If it will save also a alpha mask and works with animations it will be cool for compositing!

flippyneck. Is it possible? =)

you can already save alpha with blender, with out any special scripts, and the way he has done it (with materials) you can render animations, it just requires a bit more work.

levon. i know that! but it is not good because image is preparing with rgb and it is slowly!

Sorry, I just notived that this thread was resurrected and that it’s had over 7000 views! I’ll have a look into completing the second version of the script as there’s obviously some demand.

Very interesting!

Btw, you can already render from Python and save, with a kindo of hack. macuono did this for the BGC script.

Stefano

BUMP but also some useful info

this is how you can render an image, or animation out of blender using python

import Blender
from Blender import Object, Scene
from Blender.Scene import Render
path ="D:/render/"
name = "rendered.tga"

curscene = Scene.getCurrent()

curframe = Blender.Get('curframe')

scn = Scene.GetCurrent()

cam = Object.Get("Camera")
curscene.setCurrentCamera(cam)
context = scn.getRenderingContext()
context.setImageType(Render.TARGA)
context.setRenderPath(path + name)

#if you want to render a single frame make the start and end frame the same
#if you want them to be the current frame use the curframe variable
context.startFrame(1)
context.endFrame(25)
context.renderAnim()

First of all, i´m sorry for my terrible english…

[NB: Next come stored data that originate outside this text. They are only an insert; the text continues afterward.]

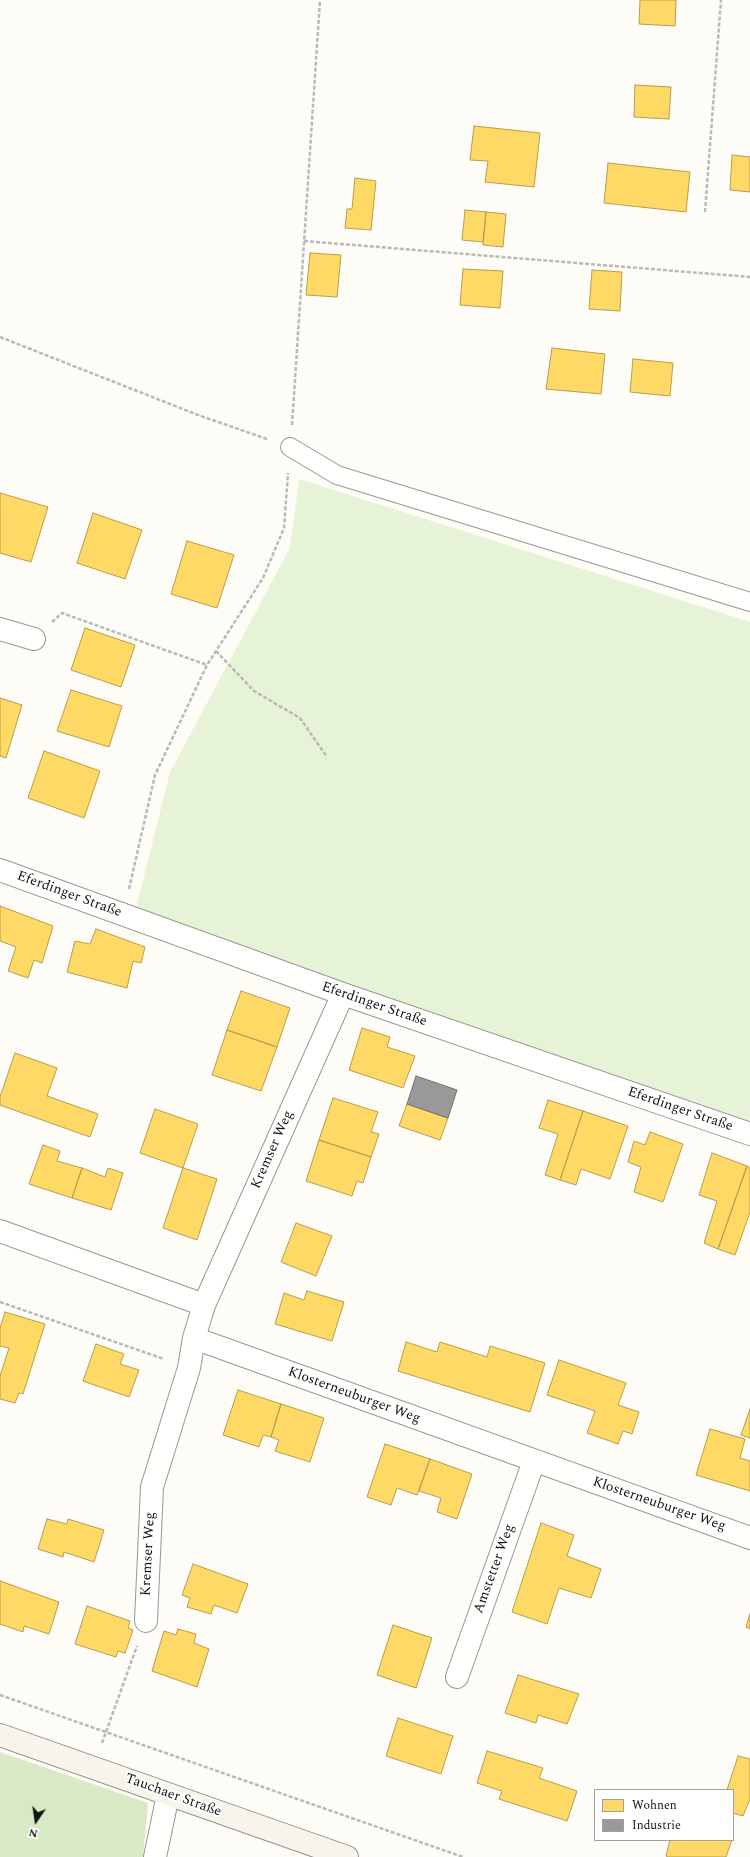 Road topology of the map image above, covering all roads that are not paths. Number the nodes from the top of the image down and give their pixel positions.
1 (290, 447) road end
2 (750, 602) edge
3 (0, 629) edge
4 (34, 639) road end
5 (0, 870) edge
6 (343, 994) junction
7 (750, 1134) edge
8 (0, 1231) edge
9 (204, 1305) junction
10 (194, 1338) junction
11 (534, 1461) junction
12 (750, 1538) edge
13 (146, 1621) road end
14 (457, 1677) dead end
15 (0, 1735) edge
16 (168, 1795) junction
17 (155, 1857) edge
18 (347, 1857) edge

1 - 2 lane
3 - 4 street
5 - 6 street, Eferdinger Straße
6 - 7 street, Eferdinger Straße
6 - 9 street, Kremser Weg
8 - 9 street
9 - 10 street
10 - 11 street, Klosterneuburger Weg
10 - 13 street, Kremser Weg
11 - 12 street, Klosterneuburger Weg
11 - 14 street, Amstetter Weg
15 - 16 main road, Tauchaer Straße
16 - 17 street
16 - 18 main road, Tauchaer Straße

flippyneck… that´s a nice work… i was looking around for a relightning system for blender… just like pixar´s lpics:

http://www.vidimce.org/publications/lpics/

so someone in a brazillian forum told me about your script… and that´s pretty close to the preprocessing phase of almost all relightning systems…
this is a excerpt i´ve found in some forun on the net…

"There is a “preprocessing phase” required before LPics. A “deep buffer” is rendered, using PRMan. It takes roughly the same amount of time as a final render (although it can be sped up by lowering sampling rates). At the end, instead of running all of the shaders, the data for the shaders is stored, for each pixel.

LPics just executes the shaders on the data in the deep buffer, and allows the shader parameters to be tweaked. Lights are type of shader. You can adjust the shader parameters and see results quickly.

The camera position cannot be changed. If a new camera position is required, the expensive preprocessing pass must be run again.

This is not a new idea. The basic technology of the deep buffer was available in a commercial package in the early 1990’s: IPR (interactive photorealistic rendering) from TDI. TDI was absorbed by Wavefront, which was in turn merged with Alias. IPR is still available in Maya.

The innovation of LPics is that it accelerates calculations using the GPU (ie. graphics card), permits lights to be moved, and recomputes low-res shadow maps in “interactive time” (ie. not real time or high quality, but good enough for interactive lighting). It does NOT do ray-traced shadows! It uses shadow maps, which are a “scan line” technique.

LPics is intended as a tool for lighters to light CG scenes. It is well-suited to that task. It is not a game engine, nor a general-purpose animation system.

After lighting, the final high-resolution, high-quality images must be rendered. An expensive renderfarm is still needed."

There is an paper about relightning:
http://www.cs.umd.edu/class/spring2005/cmsc828v/papers/p353-gershbein.pdf

And the ACM’s link to lpics and other articles:
http://portal.acm.org/citation.cfm?id=1073204.1073214

That´s it… now that i´ve explained what is lpics, there is the question: what should be changed in your script do get a relightning system? is that possible in blender? there´s someone avaible to do that?
anyway, thanks for your script! that´s great!